In accordance with the present principles, using different length filters for achieving sampling in the horizontal and vertical directions can reduce the problem of phase shifting that occurs when performing 4:2:0 image sampling. Use of a 2-tap filter having a filter characteristic of f[n]=[l,l]/2 offers a possible solution for down-sampling both in the horizontal or vertical directions but does not necessarily offer a solution to reducing phase differences. A reduction in the phase difference can occur using a 3 tap filter [1, 2, l]/4, shown in FIGURE 3 to sample in the horizontal direction, whereas a 2 tap filter [3, l]/4, which is actually a linear filter as shown in FIGURE 4, samples in the vertical direction. Thus using an odd length filter in the horizontal direction and even length filter in the vertical direction will reduce phase differences.

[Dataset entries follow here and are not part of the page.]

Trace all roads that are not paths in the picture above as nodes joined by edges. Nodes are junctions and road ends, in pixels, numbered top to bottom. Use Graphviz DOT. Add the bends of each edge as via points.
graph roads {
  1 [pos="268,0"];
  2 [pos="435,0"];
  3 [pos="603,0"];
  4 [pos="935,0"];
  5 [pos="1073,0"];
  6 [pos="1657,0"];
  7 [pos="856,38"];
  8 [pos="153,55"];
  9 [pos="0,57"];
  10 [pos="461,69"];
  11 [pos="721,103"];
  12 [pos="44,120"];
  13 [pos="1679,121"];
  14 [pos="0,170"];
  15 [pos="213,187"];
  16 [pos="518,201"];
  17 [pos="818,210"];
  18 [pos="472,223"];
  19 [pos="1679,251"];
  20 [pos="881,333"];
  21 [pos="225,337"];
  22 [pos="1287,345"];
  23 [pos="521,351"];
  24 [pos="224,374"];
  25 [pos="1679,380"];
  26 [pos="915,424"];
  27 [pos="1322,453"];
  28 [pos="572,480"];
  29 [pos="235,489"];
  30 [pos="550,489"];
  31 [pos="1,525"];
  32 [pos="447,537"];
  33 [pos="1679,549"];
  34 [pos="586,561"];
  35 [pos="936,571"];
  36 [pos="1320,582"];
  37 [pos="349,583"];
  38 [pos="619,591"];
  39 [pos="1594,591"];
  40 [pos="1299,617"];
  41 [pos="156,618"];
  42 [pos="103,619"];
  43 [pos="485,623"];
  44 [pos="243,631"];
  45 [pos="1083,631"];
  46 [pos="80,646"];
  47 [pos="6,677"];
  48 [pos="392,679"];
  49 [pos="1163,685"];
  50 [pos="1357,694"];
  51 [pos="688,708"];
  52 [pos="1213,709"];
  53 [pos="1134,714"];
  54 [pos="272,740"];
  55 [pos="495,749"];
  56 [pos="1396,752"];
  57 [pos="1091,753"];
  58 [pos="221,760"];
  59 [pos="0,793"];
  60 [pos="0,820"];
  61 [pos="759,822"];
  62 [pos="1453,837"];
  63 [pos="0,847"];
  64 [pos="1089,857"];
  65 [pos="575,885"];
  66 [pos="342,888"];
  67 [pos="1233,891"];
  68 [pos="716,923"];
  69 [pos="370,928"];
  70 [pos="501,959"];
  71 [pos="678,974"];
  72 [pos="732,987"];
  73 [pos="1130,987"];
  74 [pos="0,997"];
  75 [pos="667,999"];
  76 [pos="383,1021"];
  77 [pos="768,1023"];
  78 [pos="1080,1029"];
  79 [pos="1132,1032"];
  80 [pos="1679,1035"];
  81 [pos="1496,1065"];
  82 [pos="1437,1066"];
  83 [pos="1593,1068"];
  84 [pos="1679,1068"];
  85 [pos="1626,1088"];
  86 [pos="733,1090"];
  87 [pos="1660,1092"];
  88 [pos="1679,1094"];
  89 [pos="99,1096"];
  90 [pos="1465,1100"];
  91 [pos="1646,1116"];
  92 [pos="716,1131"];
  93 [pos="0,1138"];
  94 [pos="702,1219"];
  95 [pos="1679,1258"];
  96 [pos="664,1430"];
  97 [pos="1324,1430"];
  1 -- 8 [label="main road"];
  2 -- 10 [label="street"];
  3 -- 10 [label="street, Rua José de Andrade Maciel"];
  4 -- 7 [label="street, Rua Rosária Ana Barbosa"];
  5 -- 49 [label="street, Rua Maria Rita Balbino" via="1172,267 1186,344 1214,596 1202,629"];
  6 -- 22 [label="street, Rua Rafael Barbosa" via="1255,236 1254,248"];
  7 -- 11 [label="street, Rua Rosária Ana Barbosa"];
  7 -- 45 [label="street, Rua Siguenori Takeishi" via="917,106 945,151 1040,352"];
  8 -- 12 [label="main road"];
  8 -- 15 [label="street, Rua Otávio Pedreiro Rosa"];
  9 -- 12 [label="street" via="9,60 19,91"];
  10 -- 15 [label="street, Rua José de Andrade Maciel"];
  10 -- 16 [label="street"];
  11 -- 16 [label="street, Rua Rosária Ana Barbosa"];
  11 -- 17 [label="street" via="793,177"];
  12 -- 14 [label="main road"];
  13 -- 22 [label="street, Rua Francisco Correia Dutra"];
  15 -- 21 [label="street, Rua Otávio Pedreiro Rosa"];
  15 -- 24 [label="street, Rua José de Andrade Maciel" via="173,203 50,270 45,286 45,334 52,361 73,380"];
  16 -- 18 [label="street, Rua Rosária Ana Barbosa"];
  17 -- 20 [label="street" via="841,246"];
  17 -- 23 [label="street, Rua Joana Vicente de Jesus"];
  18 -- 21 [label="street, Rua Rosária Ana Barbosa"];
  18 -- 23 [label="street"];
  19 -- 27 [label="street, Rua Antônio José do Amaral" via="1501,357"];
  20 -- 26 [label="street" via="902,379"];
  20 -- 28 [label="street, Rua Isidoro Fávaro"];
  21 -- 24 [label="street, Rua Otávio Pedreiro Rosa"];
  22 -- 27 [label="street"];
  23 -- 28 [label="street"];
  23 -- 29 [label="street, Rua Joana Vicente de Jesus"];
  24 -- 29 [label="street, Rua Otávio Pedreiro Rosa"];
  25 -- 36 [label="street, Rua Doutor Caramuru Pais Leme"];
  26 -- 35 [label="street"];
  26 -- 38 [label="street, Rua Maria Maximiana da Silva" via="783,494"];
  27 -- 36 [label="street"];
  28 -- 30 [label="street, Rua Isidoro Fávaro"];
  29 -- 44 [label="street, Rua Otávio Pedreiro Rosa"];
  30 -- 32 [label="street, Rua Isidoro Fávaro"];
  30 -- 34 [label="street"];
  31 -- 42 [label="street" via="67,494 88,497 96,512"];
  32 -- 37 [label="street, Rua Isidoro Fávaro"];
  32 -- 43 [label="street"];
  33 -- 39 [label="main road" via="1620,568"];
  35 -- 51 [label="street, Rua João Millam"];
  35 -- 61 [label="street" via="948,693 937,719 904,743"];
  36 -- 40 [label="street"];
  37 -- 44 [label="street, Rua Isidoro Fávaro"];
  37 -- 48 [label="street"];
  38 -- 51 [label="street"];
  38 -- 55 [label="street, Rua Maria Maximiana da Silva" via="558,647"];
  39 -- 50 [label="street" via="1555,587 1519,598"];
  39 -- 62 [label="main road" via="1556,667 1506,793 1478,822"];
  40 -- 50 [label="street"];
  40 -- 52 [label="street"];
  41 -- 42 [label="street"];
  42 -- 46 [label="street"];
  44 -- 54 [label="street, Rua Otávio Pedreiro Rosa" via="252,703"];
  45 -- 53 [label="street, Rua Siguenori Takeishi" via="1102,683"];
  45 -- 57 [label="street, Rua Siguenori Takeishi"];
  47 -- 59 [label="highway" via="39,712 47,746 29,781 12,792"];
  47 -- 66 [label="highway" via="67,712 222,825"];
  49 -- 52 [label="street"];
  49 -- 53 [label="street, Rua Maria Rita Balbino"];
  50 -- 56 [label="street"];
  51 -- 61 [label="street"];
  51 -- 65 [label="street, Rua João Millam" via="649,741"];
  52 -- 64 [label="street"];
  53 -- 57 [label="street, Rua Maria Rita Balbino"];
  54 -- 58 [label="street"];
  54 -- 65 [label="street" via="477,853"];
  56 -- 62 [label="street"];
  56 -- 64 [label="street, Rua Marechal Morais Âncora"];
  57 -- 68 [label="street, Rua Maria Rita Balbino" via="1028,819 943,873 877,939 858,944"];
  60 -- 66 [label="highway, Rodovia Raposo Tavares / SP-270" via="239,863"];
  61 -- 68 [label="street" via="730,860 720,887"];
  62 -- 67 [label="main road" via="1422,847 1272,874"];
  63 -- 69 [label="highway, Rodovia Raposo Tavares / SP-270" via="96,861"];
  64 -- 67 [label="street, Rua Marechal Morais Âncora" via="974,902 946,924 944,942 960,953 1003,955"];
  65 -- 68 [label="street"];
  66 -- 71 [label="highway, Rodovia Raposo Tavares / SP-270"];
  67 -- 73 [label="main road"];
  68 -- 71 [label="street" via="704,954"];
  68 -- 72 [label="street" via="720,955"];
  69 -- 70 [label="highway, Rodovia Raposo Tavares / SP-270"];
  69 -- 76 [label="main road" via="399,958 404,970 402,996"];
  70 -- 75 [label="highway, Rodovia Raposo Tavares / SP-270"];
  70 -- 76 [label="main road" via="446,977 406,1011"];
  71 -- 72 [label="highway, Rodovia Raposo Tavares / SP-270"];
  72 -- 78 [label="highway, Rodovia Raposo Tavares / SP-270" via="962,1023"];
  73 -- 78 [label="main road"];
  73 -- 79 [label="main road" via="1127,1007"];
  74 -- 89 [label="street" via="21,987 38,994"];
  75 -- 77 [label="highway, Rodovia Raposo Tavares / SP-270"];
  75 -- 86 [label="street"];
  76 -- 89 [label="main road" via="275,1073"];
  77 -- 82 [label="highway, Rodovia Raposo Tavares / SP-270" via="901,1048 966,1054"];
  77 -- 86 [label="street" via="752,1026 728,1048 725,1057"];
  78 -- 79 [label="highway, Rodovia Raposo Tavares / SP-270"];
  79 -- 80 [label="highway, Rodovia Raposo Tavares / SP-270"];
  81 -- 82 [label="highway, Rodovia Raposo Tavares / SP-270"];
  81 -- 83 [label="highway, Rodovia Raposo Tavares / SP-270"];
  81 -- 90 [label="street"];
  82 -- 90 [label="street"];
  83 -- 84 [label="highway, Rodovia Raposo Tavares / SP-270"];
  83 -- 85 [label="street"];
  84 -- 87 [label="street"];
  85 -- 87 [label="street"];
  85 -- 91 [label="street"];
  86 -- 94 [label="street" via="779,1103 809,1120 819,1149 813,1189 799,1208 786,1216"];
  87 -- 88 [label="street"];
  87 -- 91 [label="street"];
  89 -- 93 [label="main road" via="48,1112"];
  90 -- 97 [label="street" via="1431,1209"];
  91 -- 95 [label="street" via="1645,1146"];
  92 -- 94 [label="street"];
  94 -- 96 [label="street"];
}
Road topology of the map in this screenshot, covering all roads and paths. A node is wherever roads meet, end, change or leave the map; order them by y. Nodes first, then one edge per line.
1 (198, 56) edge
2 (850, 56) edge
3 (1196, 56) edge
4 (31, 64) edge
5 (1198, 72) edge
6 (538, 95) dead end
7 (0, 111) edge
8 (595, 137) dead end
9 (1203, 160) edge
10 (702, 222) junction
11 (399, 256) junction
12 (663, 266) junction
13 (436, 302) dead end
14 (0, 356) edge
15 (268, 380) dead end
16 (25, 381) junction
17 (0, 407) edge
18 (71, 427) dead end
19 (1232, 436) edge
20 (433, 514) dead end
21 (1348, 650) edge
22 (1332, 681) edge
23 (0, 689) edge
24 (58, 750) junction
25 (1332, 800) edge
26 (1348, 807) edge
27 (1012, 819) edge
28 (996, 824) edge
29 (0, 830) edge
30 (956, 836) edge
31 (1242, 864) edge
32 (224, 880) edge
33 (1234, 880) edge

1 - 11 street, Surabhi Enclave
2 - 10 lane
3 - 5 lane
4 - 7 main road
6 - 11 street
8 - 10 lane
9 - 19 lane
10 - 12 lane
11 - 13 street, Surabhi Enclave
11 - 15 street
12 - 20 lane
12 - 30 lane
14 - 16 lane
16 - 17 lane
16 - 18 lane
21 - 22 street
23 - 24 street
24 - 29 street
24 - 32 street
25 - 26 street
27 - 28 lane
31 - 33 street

Another solution to reducing chroma sample phase differences is to make use of bilinear interpolation, such as is used in H.264/AVC up-sampling for half/quarter pixel motion compensation shown in FIG. 4. Yet another solution is using 2 tap filters for the horizontal and vertical up-sampling processes. However the weights of the filters based on the distances between the locations of original samples (marked by dashed lines in FIG. 5 and dashed and solid lines in Figure 6) and that of the respected up-sampled (indicated by solid lines Figure 5 and dashed lines in Figure 6). Vertically, for the odd pixels, a linear filter of [1, 7]/8 is used and for even pixels, a linear filter of [5, 3]/8 is used.

The above-described down-sampling and up-sampling techniques are only for chroma components, for luma components, MPEG-4 down-sampling filter and H.264 6-tap filter are used.

The foregoing described a technique for sampling color components in a digitized image.